According to the Turks and Caicos entries in the Commonwealth Broadcasting Association Handbooks, which were issued every second year back then, the usage of a low power C&W transmitter each evening for a brief news bulletin lasting ten minutes or so began in the mid 1950s.  The annual editions of the WRTVHB picked up the information regarding this rare country on shortwave in 1961.  At that time, these evening news bulletins were on the air with 200 watts on 4560 kHz under the callsign VSI8.
Six years later, Arthur Cushen at the tip of South New Zealand reported in the Australian monthly magazine Radio and Hobbies that the transmitter on Grand Turk was a Marconi
unit at 100 watts and the signal was fed into a half way center fed T type antenna system 50 feet high.  At that time, the brief daily transmissions were logged on exactly 8000 kHz.

The shortwave news broadcasts were gradually extended over a period of time but they came to an abrupt end in 1976 when a 1½ kW mediumwave transmitter was inaugurated on 1550 kHz under the callsign VSI.  Both the studios and transmitter were located at Governor’s Beach on Grand Turk Island.

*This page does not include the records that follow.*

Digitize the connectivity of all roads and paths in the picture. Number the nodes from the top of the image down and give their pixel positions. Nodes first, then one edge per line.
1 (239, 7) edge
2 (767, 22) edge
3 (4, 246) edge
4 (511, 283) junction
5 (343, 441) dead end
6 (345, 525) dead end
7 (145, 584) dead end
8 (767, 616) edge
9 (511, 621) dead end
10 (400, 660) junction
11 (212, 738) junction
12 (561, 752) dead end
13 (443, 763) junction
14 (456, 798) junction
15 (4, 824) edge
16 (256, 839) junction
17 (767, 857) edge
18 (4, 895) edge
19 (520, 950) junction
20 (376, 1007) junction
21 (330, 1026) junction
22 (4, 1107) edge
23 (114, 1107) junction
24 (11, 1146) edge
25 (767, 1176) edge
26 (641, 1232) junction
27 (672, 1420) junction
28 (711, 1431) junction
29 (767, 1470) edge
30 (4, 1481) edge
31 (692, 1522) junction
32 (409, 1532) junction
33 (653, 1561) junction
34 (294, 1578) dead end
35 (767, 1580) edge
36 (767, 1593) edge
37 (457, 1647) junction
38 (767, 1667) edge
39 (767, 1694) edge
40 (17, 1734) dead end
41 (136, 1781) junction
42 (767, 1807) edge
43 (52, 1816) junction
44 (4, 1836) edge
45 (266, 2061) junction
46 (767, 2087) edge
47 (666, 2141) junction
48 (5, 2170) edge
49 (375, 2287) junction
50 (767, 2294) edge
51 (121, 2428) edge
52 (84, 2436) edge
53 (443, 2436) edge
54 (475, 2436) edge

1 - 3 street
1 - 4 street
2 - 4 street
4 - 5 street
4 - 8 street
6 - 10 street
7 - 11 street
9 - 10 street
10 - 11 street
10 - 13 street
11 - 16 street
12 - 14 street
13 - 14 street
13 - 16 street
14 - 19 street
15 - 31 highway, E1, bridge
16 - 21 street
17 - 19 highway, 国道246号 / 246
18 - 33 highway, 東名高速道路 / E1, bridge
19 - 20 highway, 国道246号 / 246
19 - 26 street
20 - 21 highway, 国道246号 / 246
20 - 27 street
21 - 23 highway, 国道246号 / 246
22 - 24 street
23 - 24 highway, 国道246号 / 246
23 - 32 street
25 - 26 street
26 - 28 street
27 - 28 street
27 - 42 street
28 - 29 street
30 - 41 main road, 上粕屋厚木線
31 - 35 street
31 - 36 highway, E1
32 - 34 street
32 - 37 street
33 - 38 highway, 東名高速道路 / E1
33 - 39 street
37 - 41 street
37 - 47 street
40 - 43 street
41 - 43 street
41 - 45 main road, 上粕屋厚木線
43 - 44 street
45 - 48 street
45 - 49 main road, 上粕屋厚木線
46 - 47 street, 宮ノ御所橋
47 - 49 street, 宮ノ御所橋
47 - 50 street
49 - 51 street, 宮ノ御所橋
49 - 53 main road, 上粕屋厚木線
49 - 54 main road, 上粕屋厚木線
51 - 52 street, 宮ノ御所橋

 Four years later (1980), the transmitter power was increased to 2½ kW, the operating frequency was adjusted to 1460 kHz, and a new callsign was in vogue, VHT.  However, the mediumwave station was closed fourteen years later (1994) when a 1 kW FM transmitter was launched on 94.9 MHz.  These days, the capital city area Cockburn Town receives its FM coverage from the government operated radio broadcasting station on the adjusted channel 101.9 MHz.